An emotional memorial service took place near the school on Wednesday, with friends and family members laying flowers in front of photographs of some of those who died.
The government is under strong public pressure to find out why the ferry capsized.
Twenty-two of the 29 members of the ferry’s crew survived and prosecutors say the 11 arrested were on the bridge when the ship listed and sank within two hours of distress signals being sent.
Companies associated with Incheon-based Chonghaejin Marine Company, which owned the 6,825-tonne Sewol ferry, have also been raided by police as part of the investigation.
Authorities have issued 30-day travel bans to more than 70 executives connected with Chonghaejin and its affiliates while they are investigated on possible charges ranging from criminal negligence to embezzlement.
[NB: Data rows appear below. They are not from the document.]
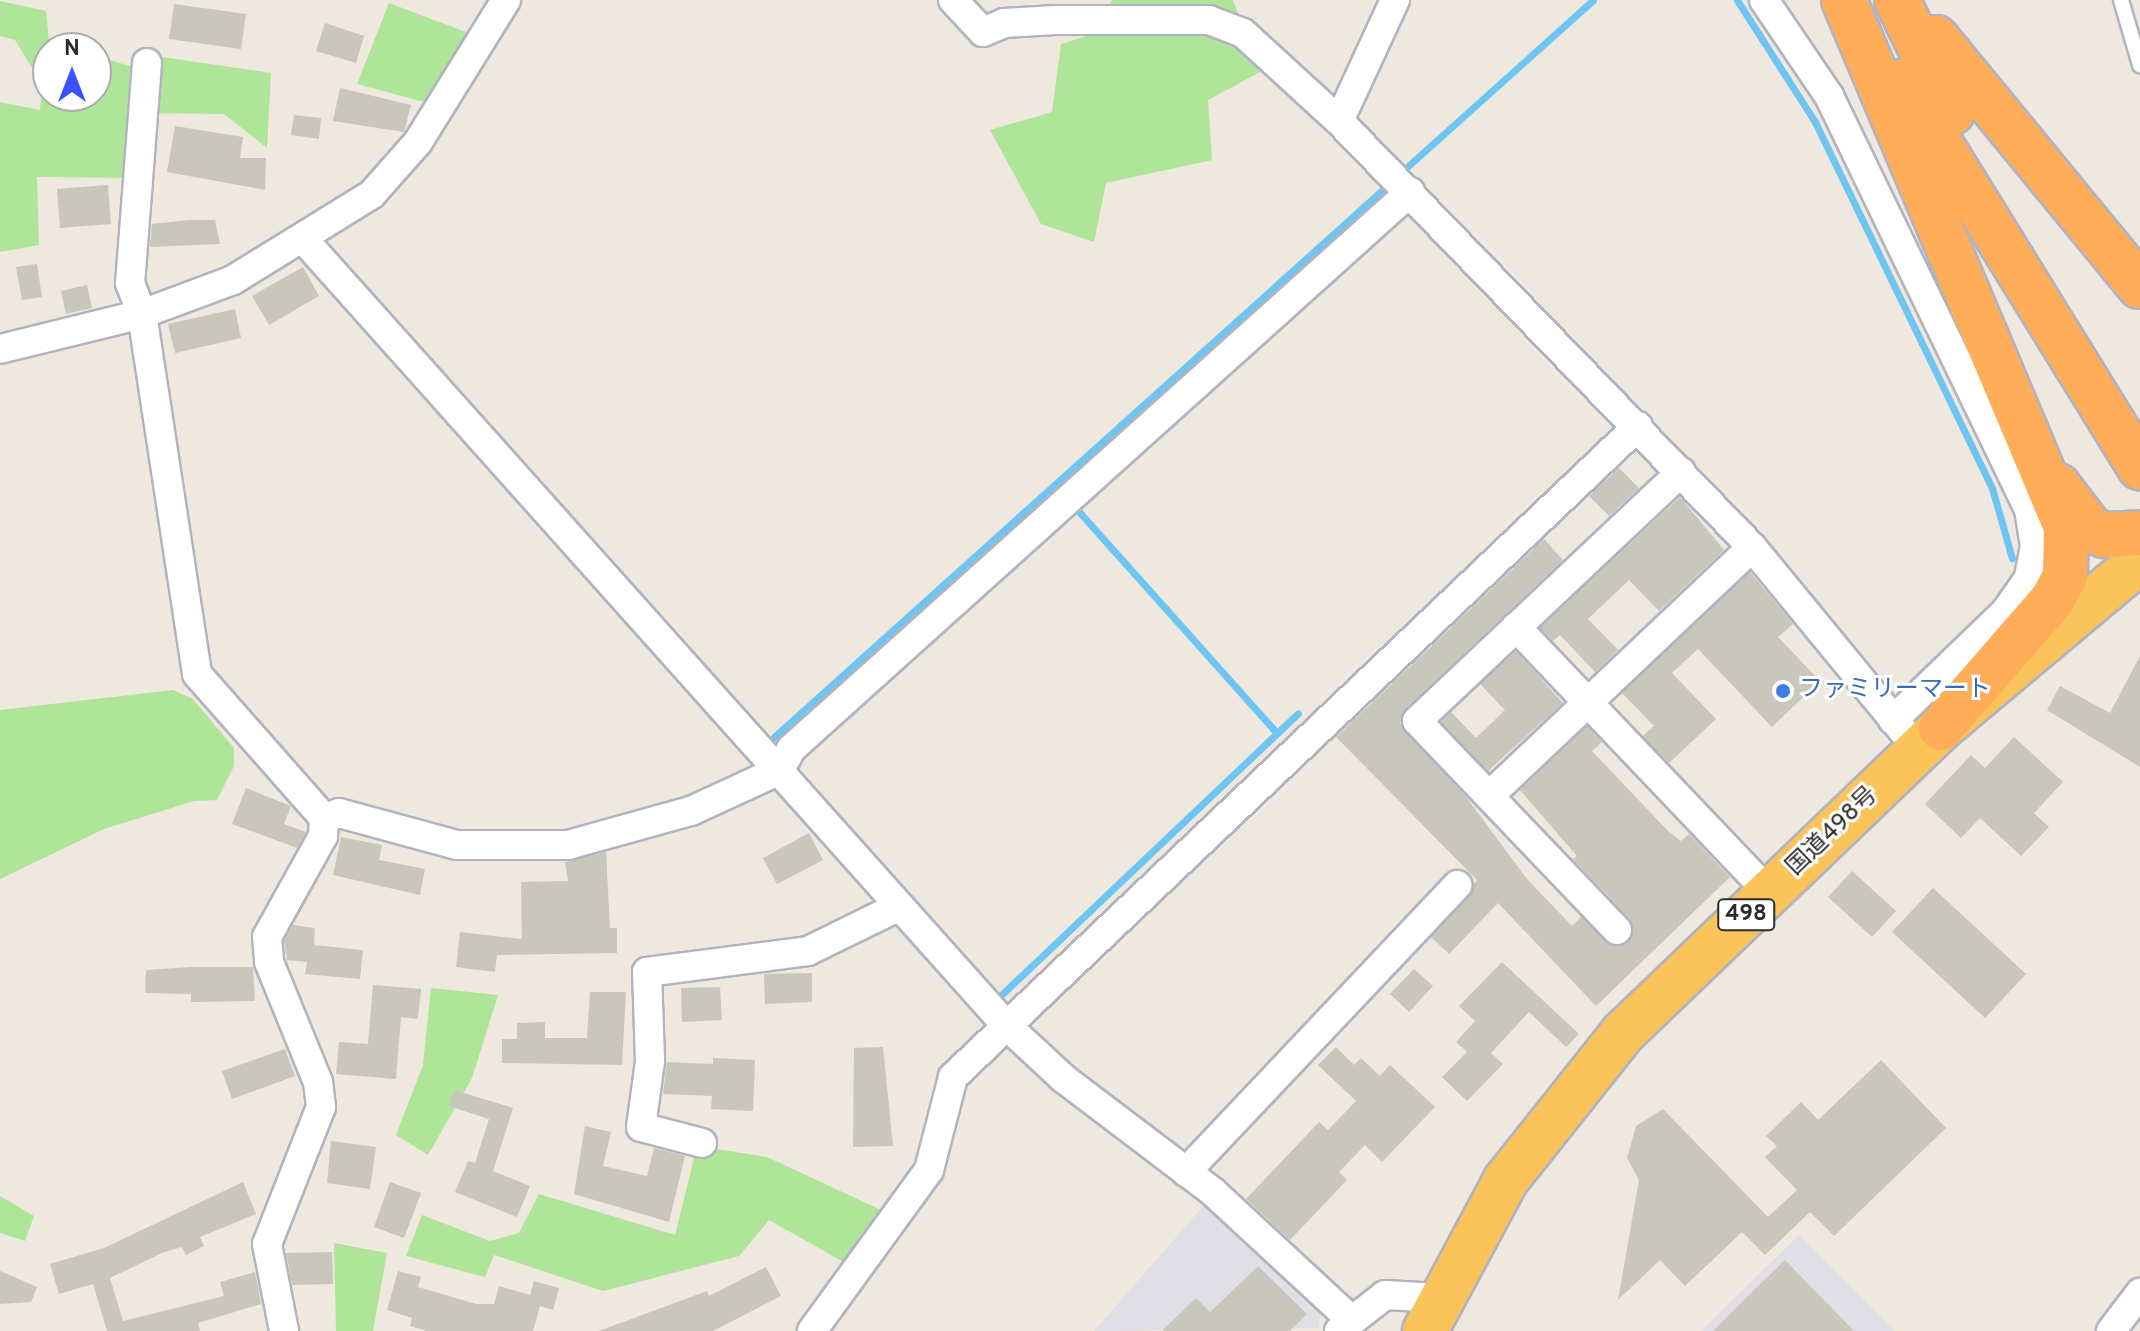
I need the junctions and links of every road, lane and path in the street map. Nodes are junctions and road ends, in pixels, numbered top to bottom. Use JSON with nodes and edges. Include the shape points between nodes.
{"nodes":[{"id":1,"x":506,"y":0,"type":"edge"},
{"id":2,"x":953,"y":0,"type":"edge"},
{"id":3,"x":1395,"y":0,"type":"edge"},
{"id":4,"x":1764,"y":0,"type":"edge"},
{"id":5,"x":1846,"y":0,"type":"edge"},
{"id":6,"x":1897,"y":0,"type":"edge"},
{"id":7,"x":1909,"y":0,"type":"edge"},
{"id":8,"x":2121,"y":0,"type":"edge"},
{"id":9,"x":147,"y":63,"type":"dead end"},
{"id":10,"x":2140,"y":65,"type":"edge"},
{"id":11,"x":1339,"y":121,"type":"junction"},
{"id":12,"x":1410,"y":192,"type":"junction"},
{"id":13,"x":305,"y":241,"type":"junction"},
{"id":14,"x":2140,"y":286,"type":"edge"},
{"id":15,"x":142,"y":314,"type":"junction"},
{"id":16,"x":0,"y":349,"type":"edge"},
{"id":17,"x":2087,"y":358,"type":"junction"},
{"id":18,"x":1638,"y":426,"type":"junction"},
{"id":19,"x":2140,"y":427,"type":"edge"},
{"id":20,"x":2038,"y":453,"type":"junction"},
{"id":21,"x":2140,"y":468,"type":"edge"},
{"id":22,"x":1681,"y":472,"type":"junction"},
{"id":23,"x":2131,"y":525,"type":"edge"},
{"id":24,"x":1752,"y":547,"type":"junction"},
{"id":25,"x":2140,"y":561,"type":"edge"},
{"id":26,"x":1516,"y":627,"type":"junction"},
{"id":27,"x":1588,"y":702,"type":"junction"},
{"id":28,"x":1917,"y":732,"type":"junction"},
{"id":29,"x":766,"y":755,"type":"junction"},
{"id":30,"x":1489,"y":796,"type":"junction"},
{"id":31,"x":324,"y":818,"type":"junction"},
{"id":32,"x":1457,"y":885,"type":"dead end"},
{"id":33,"x":1769,"y":893,"type":"junction"},
{"id":34,"x":900,"y":906,"type":"junction"},
{"id":35,"x":1617,"y":930,"type":"dead end"},
{"id":36,"x":1006,"y":1025,"type":"junction"},
{"id":37,"x":702,"y":1143,"type":"dead end"},
{"id":38,"x":1186,"y":1172,"type":"junction"},
{"id":39,"x":2140,"y":1293,"type":"edge"},
{"id":40,"x":1432,"y":1315,"type":"edge"},
{"id":41,"x":1345,"y":1325,"type":"edge"},
{"id":42,"x":284,"y":1331,"type":"edge"},
{"id":43,"x":812,"y":1331,"type":"edge"},
{"id":44,"x":2111,"y":1331,"type":"edge"}],
"edges":[{"from":1,"to":13,"type":"street","via":[[418,142],[372,194]]},
{"from":2,"to":11,"type":"street","via":[[983,32],[1004,23],[1055,20],[1209,20],[1243,33]]},
{"from":3,"to":11,"type":"street"},
{"from":4,"to":28,"type":"street","via":[[1829,96],[2029,509],[2035,546],[2029,578]]},
{"from":5,"to":17,"type":"highway"},
{"from":5,"to":20,"type":"highway"},
{"from":6,"to":17,"type":"highway","via":[[1935,85]]},
{"from":7,"to":14,"type":"highway","via":[[1959,71]]},
{"from":8,"to":10,"type":"lane"},
{"from":9,"to":15,"type":"street","via":[[130,283]]},
{"from":11,"to":12,"type":"street"},
{"from":12,"to":18,"type":"street"},
{"from":12,"to":29,"type":"street","via":[[791,749]]},
{"from":13,"to":15,"type":"street","via":[[233,280]]},
{"from":13,"to":29,"type":"street"},
{"from":15,"to":16,"type":"street"},
{"from":15,"to":31,"type":"street","via":[[197,674]]},
{"from":17,"to":19,"type":"highway"},
{"from":17,"to":21,"type":"highway"},
{"from":18,"to":22,"type":"street"},
{"from":18,"to":36,"type":"street"},
{"from":20,"to":23,"type":"highway","via":[[2071,506],[2104,535]]},
{"from":20,"to":28,"type":"highway","via":[[2066,527],[2065,576],[2053,599]]},
{"from":22,"to":24,"type":"street"},
{"from":22,"to":26,"type":"street"},
{"from":24,"to":27,"type":"street"},
{"from":24,"to":28,"type":"street"},
{"from":25,"to":28,"type":"highway","name":"国道498号","number":"498"},
{"from":26,"to":27,"type":"street"},
{"from":26,"to":30,"type":"street","via":[[1417,721]]},
{"from":27,"to":30,"type":"street"},
{"from":27,"to":33,"type":"street"},
{"from":28,"to":33,"type":"highway","name":"国道498号","number":"498"},
{"from":29,"to":31,"type":"street","via":[[665,820],[568,845],[457,845],[339,813]]},
{"from":29,"to":34,"type":"street"},
{"from":30,"to":35,"type":"street"},
{"from":31,"to":42,"type":"street","via":[[323,836],[267,937],[269,962],[318,1082],[321,1107],[267,1244]]},
{"from":32,"to":38,"type":"street"},
{"from":33,"to":40,"type":"highway","name":"国道498号","number":"498","via":[[1623,1033],[1506,1180]]},
{"from":34,"to":36,"type":"street"},
{"from":34,"to":37,"type":"street","via":[[808,951],[647,972],[650,1061],[641,1127]]},
{"from":36,"to":38,"type":"street","via":[[1063,1078]]},
{"from":36,"to":43,"type":"street","via":[[953,1077],[929,1170]]},
{"from":38,"to":41,"type":"street"},
{"from":39,"to":44,"type":"street"},
{"from":40,"to":41,"type":"street","via":[[1385,1295]]}]}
“We will also make efforts to retrieve profits made out of criminal acts and track down hidden assets to support financial compensations for [potential] lawsuits by families of the victims and the missing,” a prosecutor told AFP.
Survivors have spoken of the struggle to save the hundreds of passengers trapped below the tilting decks as cargo containers toppled into the sea.
Reports suggest that passengers were told to remain in their rooms and cabins as the ship listed, amid confusion on the bridge over whether to order them to abandon ship.
The first distress call from the sinking ferry was made from a mobile phone by a boy with a shaking voice, officials told Reuters.
His plea for help was followed by about 20 other emergency calls from children on board the ship.
A crew member quoted by local media said that attempts to launch lifeboats were unsuccessful because the ship was listing too severely. Only two of the vessel’s 46 lifeboats were reported to have been deployed.
South Korean President Park Geun-hye has condemned the conduct of some of the crew, calling it “akin to murder”.